# WORK INSTRUCTIONS
What is needed is every line of the data that includes the word "Playfield". Please copy each one.

Saved entries:
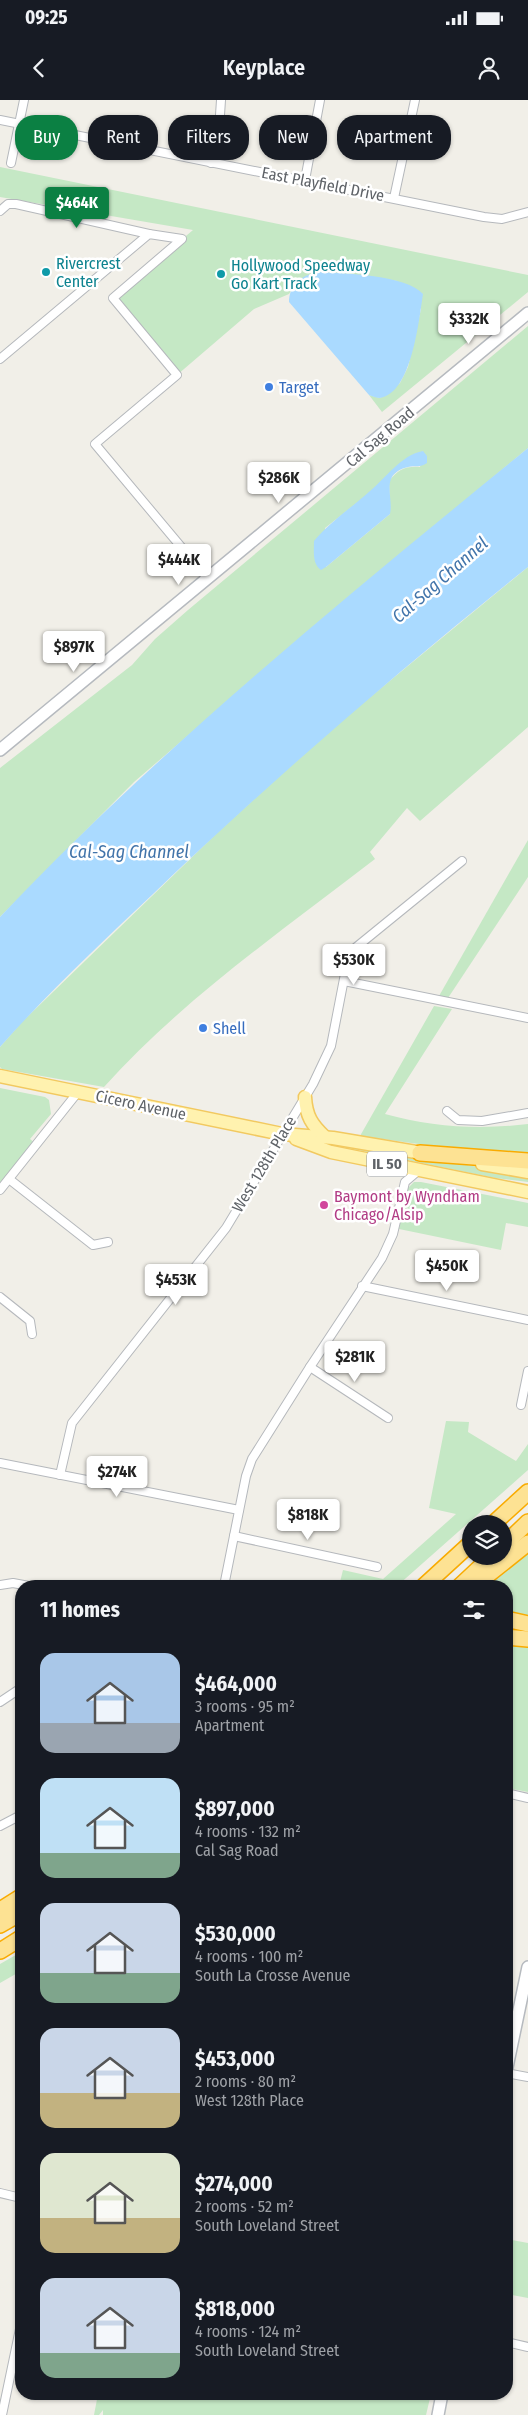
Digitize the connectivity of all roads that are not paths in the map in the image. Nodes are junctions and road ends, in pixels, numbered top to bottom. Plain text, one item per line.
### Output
1 (24, 100) edge
2 (221, 100) edge
3 (320, 100) edge
4 (415, 100) edge
5 (20, 115) edge
6 (0, 120) edge
7 (15, 123) edge
8 (78, 136) edge
9 (15, 141) edge
10 (11, 163) dead end
11 (211, 163) junction
12 (304, 180) junction
13 (394, 198) junction
14 (0, 211) edge
15 (528, 212) edge
16 (149, 234) junction
17 (528, 313) edge
18 (0, 359) edge
19 (208, 579) junction
20 (0, 750) edge
21 (462, 861) dead end
22 (344, 981) junction
23 (528, 1018) edge
24 (0, 1076) edge
25 (78, 1092) junction
26 (304, 1097) junction
27 (447, 1110) dead end
28 (528, 1113) edge
29 (282, 1134) junction
30 (325, 1137) junction
31 (420, 1153) junction
32 (528, 1161) edge
33 (392, 1165) junction
34 (419, 1170) junction
35 (528, 1172) edge
36 (9, 1179) junction
37 (405, 1182) junction
38 (0, 1190) edge
39 (528, 1192) edge
40 (108, 1242) dead end
41 (362, 1286) junction
42 (0, 1297) edge
43 (528, 1320) edge
44 (32, 1334) dead end
45 (310, 1367) junction
46 (528, 1371) edge
47 (521, 1405) dead end
48 (388, 1418) dead end
49 (0, 1463) edge
50 (60, 1475) junction
51 (528, 1492) edge
52 (238, 1510) junction
53 (503, 1515) edge
54 (528, 1522) edge
55 (234, 1536) junction
56 (512, 1537) edge
57 (528, 1543) edge
58 (462, 1552) edge
59 (482, 1565) edge
60 (378, 1567) dead end
61 (225, 1580) edge
62 (431, 1580) edge
63 (466, 1580) edge
64 (482, 1580) edge
65 (15, 1583) edge
66 (0, 1585) edge
67 (513, 1621) edge
68 (528, 1624) edge
69 (513, 1638) edge
70 (528, 1639) edge
71 (15, 1692) edge
72 (0, 1702) edge
73 (513, 1795) edge
74 (528, 1798) edge
75 (15, 1818) edge
76 (0, 1826) edge
77 (15, 1901) edge
78 (0, 1910) edge
79 (15, 1916) edge
80 (0, 1925) edge
81 (15, 1942) edge
82 (0, 1951) edge
83 (528, 1967) edge
84 (513, 2039) edge
85 (513, 2074) edge
86 (528, 2077) edge
87 (0, 2194) edge
88 (15, 2197) edge
89 (513, 2343) edge
90 (528, 2346) edge
91 (15, 2353) edge
92 (441, 2400) edge
93 (2, 2415) edge
94 (438, 2415) edge

1 - 5 street
2 - 11 street
3 - 12 street
4 - 13 street
6 - 7 street, East Playfield Drive
8 - 11 street, East Playfield Drive
9 - 10 street
11 - 12 street, East Playfield Drive
12 - 13 street, East Playfield Drive
13 - 15 street, East Playfield Drive
14 - 16 street
16 - 18 street
16 - 19 street
17 - 19 main road, Cal Sag Road
19 - 20 main road, Cal Sag Road
21 - 22 street, West 128th Place
22 - 23 street
22 - 26 street, West 128th Place
24 - 25 main road, Cicero Avenue / IL 50
25 - 29 main road, Cicero Avenue / IL 50
25 - 36 street
26 - 29 street, West 128th Place
26 - 30 main road
27 - 28 street
29 - 30 main road, Cicero Avenue / IL 50
29 - 33 main road, Cicero Avenue / IL 50
29 - 50 street, West 128th Place
30 - 31 main road, Cicero Avenue / IL 50
31 - 32 highway
31 - 35 main road, Cicero Avenue / IL 50
33 - 34 main road, Cicero Avenue / IL 50
33 - 37 street
34 - 37 street
34 - 39 main road, Cicero Avenue / IL 50
36 - 38 street
36 - 40 street
37 - 41 street
41 - 43 street
41 - 45 street
42 - 44 street
45 - 48 street
45 - 52 street
46 - 47 street
49 - 50 street
50 - 52 street
51 - 53 highway
52 - 55 street
54 - 56 highway
55 - 60 street
55 - 61 street
57 - 64 highway
58 - 62 highway
59 - 63 highway
65 - 66 street
67 - 68 highway
69 - 70 highway
71 - 72 street
73 - 74 street
75 - 76 street
77 - 78 highway
79 - 80 highway
81 - 82 highway
83 - 84 main road
85 - 86 street
87 - 88 street
89 - 90 street
91 - 93 street
92 - 94 main road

# PROBLEM SOLUTION
6 - 7 street, East Playfield Drive
8 - 11 street, East Playfield Drive
11 - 12 street, East Playfield Drive
12 - 13 street, East Playfield Drive
13 - 15 street, East Playfield Drive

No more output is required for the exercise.